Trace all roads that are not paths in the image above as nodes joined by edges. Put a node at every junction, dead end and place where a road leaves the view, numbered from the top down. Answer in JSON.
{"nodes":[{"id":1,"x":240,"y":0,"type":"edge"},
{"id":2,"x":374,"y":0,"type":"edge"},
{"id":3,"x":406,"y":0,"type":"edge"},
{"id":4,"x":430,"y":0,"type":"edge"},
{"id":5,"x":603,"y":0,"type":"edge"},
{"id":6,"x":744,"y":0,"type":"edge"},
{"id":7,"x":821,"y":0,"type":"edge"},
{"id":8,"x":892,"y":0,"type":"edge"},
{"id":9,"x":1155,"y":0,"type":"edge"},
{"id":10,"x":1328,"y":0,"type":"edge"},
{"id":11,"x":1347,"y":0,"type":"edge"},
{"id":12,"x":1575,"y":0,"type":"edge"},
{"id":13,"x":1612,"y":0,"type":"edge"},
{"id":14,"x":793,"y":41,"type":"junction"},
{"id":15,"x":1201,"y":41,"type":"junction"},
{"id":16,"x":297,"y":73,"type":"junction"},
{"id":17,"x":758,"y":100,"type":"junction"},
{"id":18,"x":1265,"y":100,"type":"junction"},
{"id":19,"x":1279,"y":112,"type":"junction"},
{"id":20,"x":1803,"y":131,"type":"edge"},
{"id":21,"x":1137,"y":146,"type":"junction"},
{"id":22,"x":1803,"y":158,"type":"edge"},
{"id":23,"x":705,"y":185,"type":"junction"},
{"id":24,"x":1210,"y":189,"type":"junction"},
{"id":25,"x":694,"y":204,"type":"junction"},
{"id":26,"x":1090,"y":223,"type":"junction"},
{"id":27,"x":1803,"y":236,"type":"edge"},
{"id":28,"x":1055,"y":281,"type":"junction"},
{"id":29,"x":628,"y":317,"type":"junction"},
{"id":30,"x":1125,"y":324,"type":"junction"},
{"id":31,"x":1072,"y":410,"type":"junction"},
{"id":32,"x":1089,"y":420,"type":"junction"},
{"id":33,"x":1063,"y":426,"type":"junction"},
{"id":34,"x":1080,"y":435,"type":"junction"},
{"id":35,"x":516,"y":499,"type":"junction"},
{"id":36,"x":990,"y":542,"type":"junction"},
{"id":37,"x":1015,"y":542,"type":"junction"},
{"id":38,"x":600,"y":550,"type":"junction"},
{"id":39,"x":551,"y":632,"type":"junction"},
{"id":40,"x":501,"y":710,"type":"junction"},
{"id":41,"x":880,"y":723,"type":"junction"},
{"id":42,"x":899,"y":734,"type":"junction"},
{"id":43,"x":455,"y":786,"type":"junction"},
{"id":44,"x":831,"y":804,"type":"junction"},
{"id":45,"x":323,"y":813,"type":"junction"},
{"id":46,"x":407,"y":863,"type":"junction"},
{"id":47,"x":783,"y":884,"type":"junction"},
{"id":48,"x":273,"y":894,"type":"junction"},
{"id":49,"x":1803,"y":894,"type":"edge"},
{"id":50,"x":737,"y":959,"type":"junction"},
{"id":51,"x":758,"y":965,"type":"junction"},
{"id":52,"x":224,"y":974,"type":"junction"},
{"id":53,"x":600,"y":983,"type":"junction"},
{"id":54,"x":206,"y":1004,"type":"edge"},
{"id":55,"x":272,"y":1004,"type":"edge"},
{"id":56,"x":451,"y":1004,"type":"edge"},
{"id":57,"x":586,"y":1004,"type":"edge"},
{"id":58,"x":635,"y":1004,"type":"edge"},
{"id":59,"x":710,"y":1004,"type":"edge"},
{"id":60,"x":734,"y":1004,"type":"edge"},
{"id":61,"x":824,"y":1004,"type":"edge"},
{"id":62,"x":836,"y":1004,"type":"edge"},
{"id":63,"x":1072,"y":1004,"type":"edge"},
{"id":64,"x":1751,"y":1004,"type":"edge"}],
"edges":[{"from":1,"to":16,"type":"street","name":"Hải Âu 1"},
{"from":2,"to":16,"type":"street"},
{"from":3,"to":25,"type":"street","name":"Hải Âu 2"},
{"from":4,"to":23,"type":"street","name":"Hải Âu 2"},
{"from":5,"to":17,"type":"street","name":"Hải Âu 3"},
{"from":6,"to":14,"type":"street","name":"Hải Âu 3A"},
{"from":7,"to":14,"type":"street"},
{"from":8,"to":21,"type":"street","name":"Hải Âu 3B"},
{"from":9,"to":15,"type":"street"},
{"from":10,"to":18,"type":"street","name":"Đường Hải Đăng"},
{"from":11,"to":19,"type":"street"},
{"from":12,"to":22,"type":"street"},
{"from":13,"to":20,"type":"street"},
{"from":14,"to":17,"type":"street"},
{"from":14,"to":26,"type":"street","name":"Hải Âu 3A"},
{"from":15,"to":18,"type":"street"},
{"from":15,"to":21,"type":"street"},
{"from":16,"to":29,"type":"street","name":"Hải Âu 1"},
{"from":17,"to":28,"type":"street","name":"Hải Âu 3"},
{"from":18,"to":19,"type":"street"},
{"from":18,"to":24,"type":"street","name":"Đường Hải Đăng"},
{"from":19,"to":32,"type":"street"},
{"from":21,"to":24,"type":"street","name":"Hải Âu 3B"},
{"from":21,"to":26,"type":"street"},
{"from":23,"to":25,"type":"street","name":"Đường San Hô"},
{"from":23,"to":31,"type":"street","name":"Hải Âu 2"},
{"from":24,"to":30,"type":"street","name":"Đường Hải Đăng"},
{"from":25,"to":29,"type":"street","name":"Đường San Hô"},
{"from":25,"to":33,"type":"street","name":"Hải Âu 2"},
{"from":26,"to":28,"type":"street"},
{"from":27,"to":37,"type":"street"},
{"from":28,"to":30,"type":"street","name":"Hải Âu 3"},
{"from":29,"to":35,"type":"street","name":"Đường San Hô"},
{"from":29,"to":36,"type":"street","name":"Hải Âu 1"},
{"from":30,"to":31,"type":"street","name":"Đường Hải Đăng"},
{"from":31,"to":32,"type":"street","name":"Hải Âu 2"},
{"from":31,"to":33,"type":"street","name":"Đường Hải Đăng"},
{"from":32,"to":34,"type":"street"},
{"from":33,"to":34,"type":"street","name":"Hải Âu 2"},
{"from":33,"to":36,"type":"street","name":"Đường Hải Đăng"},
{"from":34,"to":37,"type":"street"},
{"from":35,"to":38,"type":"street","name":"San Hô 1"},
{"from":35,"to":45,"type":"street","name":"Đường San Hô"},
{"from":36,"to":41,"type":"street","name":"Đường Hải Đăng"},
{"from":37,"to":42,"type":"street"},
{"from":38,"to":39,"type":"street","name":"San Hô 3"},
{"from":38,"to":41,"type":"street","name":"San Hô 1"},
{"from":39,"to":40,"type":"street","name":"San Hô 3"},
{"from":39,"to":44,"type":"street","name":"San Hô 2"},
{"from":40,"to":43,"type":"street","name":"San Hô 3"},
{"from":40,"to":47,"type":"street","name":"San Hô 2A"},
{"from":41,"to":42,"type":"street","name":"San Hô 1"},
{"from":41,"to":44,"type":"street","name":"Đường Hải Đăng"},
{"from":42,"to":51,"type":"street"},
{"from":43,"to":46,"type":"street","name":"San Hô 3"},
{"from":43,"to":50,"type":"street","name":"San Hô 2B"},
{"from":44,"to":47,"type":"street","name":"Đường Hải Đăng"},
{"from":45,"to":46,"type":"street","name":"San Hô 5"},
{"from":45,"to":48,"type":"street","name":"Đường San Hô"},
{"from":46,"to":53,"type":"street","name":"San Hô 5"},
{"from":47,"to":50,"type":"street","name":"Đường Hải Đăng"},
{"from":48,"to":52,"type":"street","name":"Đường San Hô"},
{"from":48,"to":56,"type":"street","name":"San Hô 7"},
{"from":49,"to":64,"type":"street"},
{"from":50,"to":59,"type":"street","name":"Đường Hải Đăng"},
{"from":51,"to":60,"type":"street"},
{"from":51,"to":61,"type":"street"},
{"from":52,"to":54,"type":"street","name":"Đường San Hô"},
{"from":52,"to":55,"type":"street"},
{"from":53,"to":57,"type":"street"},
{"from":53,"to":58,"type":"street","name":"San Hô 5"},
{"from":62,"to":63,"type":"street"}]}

━━━━━━━━━━

EXERCISE GOAL:
Report the number of lines in the entries that hold the word "edges". Nothing else is wanted.

OUTPUT BELOW:
2